Corporate Compensation Deduction Gets Proposed Regulations
The IRS recently published “Certain Employee Remuneration in Excess of $1,000,000 Under Internal Revenue Code Section 162(m).”
If any of your clients are officers in a corporation, last week’s IRS announcement may be of interest. The agency released proposed regulations for deducting corporate officer compensation: “Certain Employee Remuneration in Excess of $1,000,000 Under Internal Revenue Code Section 162(m).”
According to the IRS press release, the proposed regulations—which update information in Notice 2018-68—“reflect changes from the Tax Cuts and Jobs Act (TCJA) on the tax deductibility of officers’ compensation by publicly held corporations.”
In addition to the TCJA-related changes, the IRS outlines what it calls a “grandfather rule” to provide guidance for corporate officers who signed a contract before the implementation date of the TCJA rules: December 31, 2017.
What do the new proposed regulations for deducting corporate officer compensation say?
First—as the title of the proposed regulations suggests—the TCJA limited the amount of publicly held corporate compensation that officers could deduct: “Section 162(m) disallows the deduction by any publicly held corporation for compensation paid in any taxable year to a covered employee that exceeds $1 million.” Further, “the proposed regulations update the definitions of covered employee, publicly held corporation, and applicable employee compensation.”
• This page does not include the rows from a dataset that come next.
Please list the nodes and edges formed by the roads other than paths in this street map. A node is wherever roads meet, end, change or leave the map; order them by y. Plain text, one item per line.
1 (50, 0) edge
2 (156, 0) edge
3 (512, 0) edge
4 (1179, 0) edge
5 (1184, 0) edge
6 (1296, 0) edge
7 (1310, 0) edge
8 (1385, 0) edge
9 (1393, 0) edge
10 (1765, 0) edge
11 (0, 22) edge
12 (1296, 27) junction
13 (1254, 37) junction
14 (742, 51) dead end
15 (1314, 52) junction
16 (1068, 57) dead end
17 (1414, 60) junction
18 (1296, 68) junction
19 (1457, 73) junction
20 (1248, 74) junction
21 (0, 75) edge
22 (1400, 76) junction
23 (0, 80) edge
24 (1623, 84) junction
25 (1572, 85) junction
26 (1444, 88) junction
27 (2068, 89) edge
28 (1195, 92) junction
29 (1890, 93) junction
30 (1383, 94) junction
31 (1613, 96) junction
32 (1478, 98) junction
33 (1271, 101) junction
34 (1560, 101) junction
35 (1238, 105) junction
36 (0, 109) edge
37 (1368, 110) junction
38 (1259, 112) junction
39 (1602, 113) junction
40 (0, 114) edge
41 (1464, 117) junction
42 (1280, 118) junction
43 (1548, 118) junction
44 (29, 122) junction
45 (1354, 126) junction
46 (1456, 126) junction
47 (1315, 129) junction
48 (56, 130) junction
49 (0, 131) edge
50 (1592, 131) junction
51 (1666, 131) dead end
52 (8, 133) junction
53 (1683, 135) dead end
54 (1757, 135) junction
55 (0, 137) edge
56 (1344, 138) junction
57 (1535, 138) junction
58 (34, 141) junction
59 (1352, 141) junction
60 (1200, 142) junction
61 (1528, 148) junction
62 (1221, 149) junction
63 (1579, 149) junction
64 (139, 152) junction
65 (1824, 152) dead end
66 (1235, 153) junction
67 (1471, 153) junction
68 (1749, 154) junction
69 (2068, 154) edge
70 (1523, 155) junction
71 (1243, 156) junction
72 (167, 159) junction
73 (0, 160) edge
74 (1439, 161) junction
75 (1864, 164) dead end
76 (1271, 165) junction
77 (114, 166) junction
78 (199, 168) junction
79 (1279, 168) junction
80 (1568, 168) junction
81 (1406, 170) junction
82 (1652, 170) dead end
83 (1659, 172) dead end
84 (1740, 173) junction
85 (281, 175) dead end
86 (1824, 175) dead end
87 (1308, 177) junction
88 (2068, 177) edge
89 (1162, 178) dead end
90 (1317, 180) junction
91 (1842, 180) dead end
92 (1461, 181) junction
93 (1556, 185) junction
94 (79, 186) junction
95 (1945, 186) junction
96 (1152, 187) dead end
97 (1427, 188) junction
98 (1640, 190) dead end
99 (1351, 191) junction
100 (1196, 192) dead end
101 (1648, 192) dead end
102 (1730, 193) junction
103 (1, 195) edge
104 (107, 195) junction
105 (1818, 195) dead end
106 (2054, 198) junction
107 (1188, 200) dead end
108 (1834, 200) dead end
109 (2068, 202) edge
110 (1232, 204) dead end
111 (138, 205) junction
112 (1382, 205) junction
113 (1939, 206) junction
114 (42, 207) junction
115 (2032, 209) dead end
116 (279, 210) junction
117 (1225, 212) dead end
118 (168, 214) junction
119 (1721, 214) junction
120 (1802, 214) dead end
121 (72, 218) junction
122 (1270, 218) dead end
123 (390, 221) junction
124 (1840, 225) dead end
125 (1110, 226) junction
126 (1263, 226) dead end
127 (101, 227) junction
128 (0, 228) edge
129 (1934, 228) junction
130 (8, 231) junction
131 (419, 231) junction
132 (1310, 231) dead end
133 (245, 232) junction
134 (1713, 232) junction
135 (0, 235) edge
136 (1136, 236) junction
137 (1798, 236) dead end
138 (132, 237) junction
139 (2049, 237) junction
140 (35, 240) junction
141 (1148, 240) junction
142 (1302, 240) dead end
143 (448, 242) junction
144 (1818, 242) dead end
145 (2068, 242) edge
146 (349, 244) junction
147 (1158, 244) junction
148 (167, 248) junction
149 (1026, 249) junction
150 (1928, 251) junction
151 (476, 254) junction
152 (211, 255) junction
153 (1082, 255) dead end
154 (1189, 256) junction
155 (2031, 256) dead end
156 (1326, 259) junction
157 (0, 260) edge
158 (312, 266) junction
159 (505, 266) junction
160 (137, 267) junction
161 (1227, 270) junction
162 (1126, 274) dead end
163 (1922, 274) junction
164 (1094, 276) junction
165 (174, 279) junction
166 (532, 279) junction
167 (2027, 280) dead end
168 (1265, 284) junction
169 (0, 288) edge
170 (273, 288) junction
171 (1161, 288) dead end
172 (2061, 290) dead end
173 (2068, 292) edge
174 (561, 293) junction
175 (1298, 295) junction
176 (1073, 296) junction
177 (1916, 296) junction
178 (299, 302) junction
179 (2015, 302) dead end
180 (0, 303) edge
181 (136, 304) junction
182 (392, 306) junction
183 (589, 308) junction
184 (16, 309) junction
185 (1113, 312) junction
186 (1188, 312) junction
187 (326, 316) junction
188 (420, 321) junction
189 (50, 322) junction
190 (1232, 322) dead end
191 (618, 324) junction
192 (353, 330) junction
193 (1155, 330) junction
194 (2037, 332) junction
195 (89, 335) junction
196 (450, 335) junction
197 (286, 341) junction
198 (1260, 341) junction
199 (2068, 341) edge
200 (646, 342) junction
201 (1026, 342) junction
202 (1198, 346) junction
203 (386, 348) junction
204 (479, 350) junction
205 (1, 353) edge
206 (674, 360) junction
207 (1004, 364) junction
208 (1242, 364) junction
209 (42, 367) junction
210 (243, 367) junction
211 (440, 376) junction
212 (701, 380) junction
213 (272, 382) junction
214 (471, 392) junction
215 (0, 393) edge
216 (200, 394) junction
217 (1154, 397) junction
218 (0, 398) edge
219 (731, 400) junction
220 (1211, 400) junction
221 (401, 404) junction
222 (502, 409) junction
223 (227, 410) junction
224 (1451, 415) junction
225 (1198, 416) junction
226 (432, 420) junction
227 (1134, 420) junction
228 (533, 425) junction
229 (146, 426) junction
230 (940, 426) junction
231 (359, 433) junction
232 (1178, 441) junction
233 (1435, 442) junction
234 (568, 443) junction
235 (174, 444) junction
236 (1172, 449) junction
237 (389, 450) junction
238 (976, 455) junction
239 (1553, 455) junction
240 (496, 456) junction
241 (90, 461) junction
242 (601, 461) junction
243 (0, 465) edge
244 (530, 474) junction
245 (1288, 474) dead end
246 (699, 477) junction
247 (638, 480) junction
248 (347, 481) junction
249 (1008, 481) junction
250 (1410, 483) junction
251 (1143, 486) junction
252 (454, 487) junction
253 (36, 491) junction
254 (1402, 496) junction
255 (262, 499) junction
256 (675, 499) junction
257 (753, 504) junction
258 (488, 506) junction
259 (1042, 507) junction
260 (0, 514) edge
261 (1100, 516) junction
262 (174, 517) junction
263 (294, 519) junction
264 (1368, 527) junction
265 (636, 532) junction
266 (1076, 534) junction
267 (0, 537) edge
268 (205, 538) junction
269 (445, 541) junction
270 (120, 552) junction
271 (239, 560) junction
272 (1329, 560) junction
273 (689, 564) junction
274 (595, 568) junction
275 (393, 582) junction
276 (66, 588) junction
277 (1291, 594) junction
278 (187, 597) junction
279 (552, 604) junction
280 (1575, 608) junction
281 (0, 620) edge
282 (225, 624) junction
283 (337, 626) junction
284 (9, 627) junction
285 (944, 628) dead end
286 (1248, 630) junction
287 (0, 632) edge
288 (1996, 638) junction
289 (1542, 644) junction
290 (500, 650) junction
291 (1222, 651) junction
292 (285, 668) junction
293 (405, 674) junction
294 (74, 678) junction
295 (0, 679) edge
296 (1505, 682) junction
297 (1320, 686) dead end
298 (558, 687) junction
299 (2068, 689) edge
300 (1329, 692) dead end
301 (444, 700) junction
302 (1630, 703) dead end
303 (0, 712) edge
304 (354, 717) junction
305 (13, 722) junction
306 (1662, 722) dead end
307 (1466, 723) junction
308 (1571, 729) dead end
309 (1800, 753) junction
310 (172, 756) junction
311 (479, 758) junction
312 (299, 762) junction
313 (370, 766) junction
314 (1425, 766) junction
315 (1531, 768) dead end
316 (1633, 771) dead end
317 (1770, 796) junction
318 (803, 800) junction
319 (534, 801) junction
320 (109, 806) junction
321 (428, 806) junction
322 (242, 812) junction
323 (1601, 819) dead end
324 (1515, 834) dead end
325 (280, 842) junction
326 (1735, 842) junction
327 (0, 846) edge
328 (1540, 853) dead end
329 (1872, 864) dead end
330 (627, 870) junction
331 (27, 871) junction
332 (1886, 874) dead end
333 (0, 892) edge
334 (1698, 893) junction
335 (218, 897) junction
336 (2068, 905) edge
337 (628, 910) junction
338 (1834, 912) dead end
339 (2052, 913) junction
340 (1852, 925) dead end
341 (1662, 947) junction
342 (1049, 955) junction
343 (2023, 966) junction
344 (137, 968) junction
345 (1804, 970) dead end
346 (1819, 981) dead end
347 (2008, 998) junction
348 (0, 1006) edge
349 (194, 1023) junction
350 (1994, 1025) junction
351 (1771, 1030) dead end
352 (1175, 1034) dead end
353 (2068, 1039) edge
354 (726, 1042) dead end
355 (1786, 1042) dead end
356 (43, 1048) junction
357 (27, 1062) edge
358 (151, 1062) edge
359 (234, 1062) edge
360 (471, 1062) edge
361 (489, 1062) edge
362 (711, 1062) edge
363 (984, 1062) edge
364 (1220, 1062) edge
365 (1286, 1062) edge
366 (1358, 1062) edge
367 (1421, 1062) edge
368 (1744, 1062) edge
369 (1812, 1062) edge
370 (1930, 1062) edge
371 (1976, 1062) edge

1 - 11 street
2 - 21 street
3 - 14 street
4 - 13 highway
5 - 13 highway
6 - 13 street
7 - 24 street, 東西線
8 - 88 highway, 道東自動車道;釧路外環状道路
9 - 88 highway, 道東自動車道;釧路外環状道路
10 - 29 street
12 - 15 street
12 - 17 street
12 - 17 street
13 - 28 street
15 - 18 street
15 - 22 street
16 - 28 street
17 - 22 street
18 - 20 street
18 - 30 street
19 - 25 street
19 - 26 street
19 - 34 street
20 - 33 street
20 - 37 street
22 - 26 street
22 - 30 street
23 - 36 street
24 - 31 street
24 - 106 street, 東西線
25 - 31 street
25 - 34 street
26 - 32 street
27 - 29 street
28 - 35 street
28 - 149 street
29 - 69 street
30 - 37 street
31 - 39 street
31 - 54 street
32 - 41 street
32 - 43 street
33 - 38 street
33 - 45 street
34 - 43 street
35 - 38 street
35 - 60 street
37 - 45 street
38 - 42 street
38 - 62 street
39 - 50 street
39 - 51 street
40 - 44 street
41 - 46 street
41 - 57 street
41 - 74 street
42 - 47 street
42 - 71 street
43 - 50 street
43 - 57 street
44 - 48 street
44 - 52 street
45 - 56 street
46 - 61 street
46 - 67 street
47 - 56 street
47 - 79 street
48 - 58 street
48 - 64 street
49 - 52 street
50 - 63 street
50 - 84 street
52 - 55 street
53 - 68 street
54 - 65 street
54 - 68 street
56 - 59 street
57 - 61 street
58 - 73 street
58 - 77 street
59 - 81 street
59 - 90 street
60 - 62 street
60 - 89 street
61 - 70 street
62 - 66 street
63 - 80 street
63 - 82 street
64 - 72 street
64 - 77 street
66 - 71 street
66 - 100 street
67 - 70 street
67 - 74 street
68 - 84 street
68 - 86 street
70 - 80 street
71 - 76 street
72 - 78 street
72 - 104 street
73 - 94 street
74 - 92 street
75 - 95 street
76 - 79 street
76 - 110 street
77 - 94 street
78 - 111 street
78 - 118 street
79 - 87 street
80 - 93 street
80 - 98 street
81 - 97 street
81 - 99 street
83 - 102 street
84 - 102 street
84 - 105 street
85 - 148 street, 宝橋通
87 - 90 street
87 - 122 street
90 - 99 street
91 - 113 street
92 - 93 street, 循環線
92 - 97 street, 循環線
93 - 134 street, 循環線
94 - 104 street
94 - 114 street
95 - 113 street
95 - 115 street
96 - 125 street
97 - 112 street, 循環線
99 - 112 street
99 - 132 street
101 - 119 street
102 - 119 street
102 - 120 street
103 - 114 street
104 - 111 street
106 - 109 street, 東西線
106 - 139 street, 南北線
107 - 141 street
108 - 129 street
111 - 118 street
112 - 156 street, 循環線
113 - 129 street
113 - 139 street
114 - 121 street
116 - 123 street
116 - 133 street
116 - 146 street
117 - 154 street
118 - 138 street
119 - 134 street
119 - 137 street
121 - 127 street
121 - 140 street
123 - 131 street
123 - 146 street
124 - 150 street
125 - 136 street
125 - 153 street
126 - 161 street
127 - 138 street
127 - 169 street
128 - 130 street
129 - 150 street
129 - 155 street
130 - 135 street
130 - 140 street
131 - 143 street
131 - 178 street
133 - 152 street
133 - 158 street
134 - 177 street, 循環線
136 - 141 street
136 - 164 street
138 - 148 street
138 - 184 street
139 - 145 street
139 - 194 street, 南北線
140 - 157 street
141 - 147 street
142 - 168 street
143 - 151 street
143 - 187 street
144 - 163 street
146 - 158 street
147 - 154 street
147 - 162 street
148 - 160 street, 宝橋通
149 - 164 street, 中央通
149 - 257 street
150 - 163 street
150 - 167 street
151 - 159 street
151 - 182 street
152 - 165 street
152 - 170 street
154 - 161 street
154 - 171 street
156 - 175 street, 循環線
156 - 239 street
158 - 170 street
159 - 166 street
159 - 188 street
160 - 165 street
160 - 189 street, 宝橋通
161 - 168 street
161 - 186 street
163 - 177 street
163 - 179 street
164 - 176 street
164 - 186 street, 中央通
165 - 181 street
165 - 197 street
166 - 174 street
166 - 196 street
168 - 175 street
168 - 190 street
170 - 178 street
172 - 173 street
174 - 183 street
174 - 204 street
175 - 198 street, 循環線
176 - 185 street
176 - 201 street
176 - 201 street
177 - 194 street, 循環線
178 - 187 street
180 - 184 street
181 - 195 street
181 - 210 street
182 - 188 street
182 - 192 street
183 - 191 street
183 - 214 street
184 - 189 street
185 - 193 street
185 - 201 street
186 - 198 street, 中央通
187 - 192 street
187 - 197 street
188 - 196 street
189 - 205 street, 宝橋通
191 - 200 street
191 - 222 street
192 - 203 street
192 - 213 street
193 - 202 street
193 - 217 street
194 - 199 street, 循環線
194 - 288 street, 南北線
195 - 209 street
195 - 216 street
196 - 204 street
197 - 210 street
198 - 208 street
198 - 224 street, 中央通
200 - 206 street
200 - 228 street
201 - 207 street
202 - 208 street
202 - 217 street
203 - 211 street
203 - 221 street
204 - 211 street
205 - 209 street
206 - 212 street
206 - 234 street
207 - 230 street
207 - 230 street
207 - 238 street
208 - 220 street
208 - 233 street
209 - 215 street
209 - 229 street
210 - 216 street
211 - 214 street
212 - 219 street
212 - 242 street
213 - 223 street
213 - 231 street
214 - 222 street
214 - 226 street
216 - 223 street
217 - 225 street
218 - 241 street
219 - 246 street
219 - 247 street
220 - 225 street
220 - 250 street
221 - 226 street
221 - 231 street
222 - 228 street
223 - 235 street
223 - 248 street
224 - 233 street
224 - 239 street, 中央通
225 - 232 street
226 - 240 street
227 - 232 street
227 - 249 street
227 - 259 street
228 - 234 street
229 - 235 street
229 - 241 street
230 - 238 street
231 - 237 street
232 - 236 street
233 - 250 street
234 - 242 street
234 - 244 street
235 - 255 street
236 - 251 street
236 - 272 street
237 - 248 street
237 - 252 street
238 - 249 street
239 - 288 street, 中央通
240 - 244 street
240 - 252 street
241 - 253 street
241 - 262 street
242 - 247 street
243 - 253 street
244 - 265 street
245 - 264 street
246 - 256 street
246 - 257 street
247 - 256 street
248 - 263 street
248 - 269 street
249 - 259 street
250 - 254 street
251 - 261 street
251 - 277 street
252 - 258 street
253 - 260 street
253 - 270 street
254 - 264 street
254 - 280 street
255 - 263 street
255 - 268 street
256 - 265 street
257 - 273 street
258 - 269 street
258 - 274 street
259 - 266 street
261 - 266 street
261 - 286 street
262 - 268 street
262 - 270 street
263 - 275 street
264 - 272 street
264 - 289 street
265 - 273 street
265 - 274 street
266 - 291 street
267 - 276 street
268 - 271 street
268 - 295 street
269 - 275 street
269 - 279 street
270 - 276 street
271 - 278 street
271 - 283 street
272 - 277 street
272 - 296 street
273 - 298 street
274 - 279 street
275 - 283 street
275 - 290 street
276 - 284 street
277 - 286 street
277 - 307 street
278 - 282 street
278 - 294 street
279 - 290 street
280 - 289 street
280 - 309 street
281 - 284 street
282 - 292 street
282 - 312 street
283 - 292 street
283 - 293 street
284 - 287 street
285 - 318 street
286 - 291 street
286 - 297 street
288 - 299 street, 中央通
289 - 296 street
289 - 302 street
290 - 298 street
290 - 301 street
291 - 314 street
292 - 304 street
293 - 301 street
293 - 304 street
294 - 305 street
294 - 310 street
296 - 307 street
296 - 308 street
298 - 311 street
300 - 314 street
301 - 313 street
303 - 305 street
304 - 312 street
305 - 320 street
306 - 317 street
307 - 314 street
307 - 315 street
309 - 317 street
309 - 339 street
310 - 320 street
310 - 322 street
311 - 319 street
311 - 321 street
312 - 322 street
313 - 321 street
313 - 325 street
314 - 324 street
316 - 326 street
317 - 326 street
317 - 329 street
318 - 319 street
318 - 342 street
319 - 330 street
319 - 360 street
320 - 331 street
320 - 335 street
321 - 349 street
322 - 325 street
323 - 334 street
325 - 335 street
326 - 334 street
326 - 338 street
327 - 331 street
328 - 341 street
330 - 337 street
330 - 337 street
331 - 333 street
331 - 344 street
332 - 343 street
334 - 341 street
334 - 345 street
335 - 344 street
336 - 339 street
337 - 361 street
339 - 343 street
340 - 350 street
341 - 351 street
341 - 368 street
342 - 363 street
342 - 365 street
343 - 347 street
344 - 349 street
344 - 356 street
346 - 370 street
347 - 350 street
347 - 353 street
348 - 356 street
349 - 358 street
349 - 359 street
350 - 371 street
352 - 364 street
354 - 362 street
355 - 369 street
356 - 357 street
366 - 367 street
Second, the grandfather rule is meant to provide a clearly defined transition period for corporate officers whose contracts were signed just before TCJA changes took effect: “The TCJA changes do not apply to compensation that is provided to a covered employee under a written binding contract that was in effect on Nov. 2, 2017 and was not modified on or after that date.”
Where can I read more about the new proposed regulations for deducting corporate officer compensation?
Perhaps the best place to start learning about the proposed regulations is reading them for yourself. The IRS conveniently provided links to both the text of “Certain Employee Remuneration in Excess of $1,000,000 Under Internal Revenue Code Section 162(m)”—which still has a public comment period that runs until Feb. 17, 2020—and a webpage aggregating all TCJA-related changes to the tax code.